Lambda Calculus let explanation needed

1
votes

In this treatment of let a lambda calculus version of let is given

(\f.z)(\x.y)

with the words

f is defined by f x = y in the expression z, and then as

let f x = y in z

I know from a beginner's perspective how Haskell's let works, i.e., the definitions follows the let and expressions (do something with those definitions) follows the in.

let <definitions> in <expression>

But this most general lambda calculus description is baffling. For example, I assume there could be a Haskell lambda function version of let f x = y in z.

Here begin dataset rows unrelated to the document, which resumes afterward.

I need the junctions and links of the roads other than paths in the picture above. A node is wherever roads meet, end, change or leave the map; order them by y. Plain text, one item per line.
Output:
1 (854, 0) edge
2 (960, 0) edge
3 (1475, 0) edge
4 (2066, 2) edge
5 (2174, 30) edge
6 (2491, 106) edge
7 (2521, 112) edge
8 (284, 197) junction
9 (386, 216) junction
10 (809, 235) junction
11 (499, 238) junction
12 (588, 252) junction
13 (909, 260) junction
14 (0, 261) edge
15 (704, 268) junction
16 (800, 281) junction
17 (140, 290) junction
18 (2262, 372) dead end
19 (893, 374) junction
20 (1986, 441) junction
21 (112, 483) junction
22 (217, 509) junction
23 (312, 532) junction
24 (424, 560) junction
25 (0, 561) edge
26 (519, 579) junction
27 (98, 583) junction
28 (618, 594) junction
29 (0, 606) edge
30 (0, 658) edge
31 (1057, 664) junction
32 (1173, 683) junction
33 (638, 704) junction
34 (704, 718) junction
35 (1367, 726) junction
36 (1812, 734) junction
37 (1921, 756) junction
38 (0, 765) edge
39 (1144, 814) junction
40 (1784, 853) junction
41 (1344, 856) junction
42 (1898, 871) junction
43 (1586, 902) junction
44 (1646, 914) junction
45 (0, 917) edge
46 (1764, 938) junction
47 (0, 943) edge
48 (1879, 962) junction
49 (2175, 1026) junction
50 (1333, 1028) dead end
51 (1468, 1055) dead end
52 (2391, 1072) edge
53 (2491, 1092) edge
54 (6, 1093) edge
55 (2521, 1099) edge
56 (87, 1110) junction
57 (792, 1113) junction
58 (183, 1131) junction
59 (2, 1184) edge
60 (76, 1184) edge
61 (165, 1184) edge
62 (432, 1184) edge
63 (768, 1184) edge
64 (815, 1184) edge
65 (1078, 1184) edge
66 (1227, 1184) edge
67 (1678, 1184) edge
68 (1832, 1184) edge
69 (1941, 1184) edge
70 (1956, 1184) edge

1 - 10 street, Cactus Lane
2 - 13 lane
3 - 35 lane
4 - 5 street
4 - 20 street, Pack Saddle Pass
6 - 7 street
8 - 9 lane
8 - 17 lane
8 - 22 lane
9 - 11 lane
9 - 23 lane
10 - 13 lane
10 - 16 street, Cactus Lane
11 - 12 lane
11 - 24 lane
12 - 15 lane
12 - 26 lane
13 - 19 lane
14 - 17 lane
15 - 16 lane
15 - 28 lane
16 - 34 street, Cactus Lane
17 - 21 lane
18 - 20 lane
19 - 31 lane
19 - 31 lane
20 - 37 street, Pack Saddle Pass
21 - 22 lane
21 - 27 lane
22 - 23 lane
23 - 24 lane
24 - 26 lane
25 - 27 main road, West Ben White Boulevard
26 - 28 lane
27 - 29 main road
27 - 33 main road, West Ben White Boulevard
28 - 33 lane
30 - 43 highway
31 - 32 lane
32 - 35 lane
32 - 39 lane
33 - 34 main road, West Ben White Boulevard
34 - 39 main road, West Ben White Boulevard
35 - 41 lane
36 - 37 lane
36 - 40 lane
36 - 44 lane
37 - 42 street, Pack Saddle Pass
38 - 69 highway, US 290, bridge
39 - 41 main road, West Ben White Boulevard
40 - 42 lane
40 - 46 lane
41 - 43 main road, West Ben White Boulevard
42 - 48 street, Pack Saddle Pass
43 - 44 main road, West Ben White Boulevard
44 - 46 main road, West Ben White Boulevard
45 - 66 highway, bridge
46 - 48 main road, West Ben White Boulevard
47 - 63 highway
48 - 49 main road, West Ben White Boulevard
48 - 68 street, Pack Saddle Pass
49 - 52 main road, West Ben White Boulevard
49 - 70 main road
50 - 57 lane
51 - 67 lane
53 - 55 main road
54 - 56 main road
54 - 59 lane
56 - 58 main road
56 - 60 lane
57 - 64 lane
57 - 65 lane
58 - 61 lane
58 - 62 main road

Could someone write this out -- and maybe give an example or two -- in Haskell? Just guessing, it seems a first lambda function takes a second lambda function -- somehow?

(\x -> y)(\f -> z)

But this is just a guess.

1
haskellletlambda-calculus

1 Answers

6
votes

The Haskell version is exactly the same as the lambda calculus version but with Haskell syntax:

(\f -> z) (\x -> y)

Why?

let f x = y in z
    ^^^^^^^ "local" function called "f"

let f = (\x -> y) in z
    ^^^^^^^^^^^^^ same thing without the function syntax

We are just introducing a new variable f which holds the value (\x -> y).

How do we introduce a variable in lambda calculus? We define a function and then call it, like this:

(\x.zzzzzzzzzzzzzzzzzzz) 1
    ^^^^^^^^^^^^^^^^^^^ inside this part, x is 1

(lambda calculus doesn't have numbers, but you get the idea)

So we're just introducing a variable called f whose value is (\x.y)